Give back the data in full, with every line exact.

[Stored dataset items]
● ● ● ● ●
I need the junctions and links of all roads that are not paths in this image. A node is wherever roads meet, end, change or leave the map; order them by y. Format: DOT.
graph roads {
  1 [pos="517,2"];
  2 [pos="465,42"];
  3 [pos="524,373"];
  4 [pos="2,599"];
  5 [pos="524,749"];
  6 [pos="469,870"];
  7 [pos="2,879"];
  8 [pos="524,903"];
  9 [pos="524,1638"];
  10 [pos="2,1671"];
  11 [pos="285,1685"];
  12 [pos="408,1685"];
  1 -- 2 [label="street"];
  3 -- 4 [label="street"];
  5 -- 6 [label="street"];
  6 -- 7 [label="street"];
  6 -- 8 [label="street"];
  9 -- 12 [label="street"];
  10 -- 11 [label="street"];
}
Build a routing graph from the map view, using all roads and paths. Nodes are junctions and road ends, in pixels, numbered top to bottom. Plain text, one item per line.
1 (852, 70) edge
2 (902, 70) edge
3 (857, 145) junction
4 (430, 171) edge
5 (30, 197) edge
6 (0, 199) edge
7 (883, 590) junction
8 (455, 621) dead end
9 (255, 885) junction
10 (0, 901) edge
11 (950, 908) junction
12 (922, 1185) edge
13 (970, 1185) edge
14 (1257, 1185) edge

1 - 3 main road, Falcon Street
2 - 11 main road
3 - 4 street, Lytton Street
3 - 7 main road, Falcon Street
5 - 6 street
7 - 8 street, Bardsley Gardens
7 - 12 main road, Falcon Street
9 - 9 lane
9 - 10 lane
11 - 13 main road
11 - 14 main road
● ● ● ● ●
### TASK RESULT:
I need the junctions and links of all roads that are not paths in this image. A node is wherever roads meet, end, change or leave the map; order them by y. Format: DOT.
graph roads {
  1 [pos="517,2"];
  2 [pos="465,42"];
  3 [pos="524,373"];
  4 [pos="2,599"];
  5 [pos="524,749"];
  6 [pos="469,870"];
  7 [pos="2,879"];
  8 [pos="524,903"];
  9 [pos="524,1638"];
  10 [pos="2,1671"];
  11 [pos="285,1685"];
  12 [pos="408,1685"];
  1 -- 2 [label="street"];
  3 -- 4 [label="street"];
  5 -- 6 [label="street"];
  6 -- 7 [label="street"];
  6 -- 8 [label="street"];
  9 -- 12 [label="street"];
  10 -- 11 [label="street"];
}
Build a routing graph from the map view, using all roads and paths. Nodes are junctions and road ends, in pixels, numbered top to bottom. Plain text, one item per line.
1 (852, 70) edge
2 (902, 70) edge
3 (857, 145) junction
4 (430, 171) edge
5 (30, 197) edge
6 (0, 199) edge
7 (883, 590) junction
8 (455, 621) dead end
9 (255, 885) junction
10 (0, 901) edge
11 (950, 908) junction
12 (922, 1185) edge
13 (970, 1185) edge
14 (1257, 1185) edge

1 - 3 main road, Falcon Street
2 - 11 main road
3 - 4 street, Lytton Street
3 - 7 main road, Falcon Street
5 - 6 street
7 - 8 street, Bardsley Gardens
7 - 12 main road, Falcon Street
9 - 9 lane
9 - 10 lane
11 - 13 main road
11 - 14 main road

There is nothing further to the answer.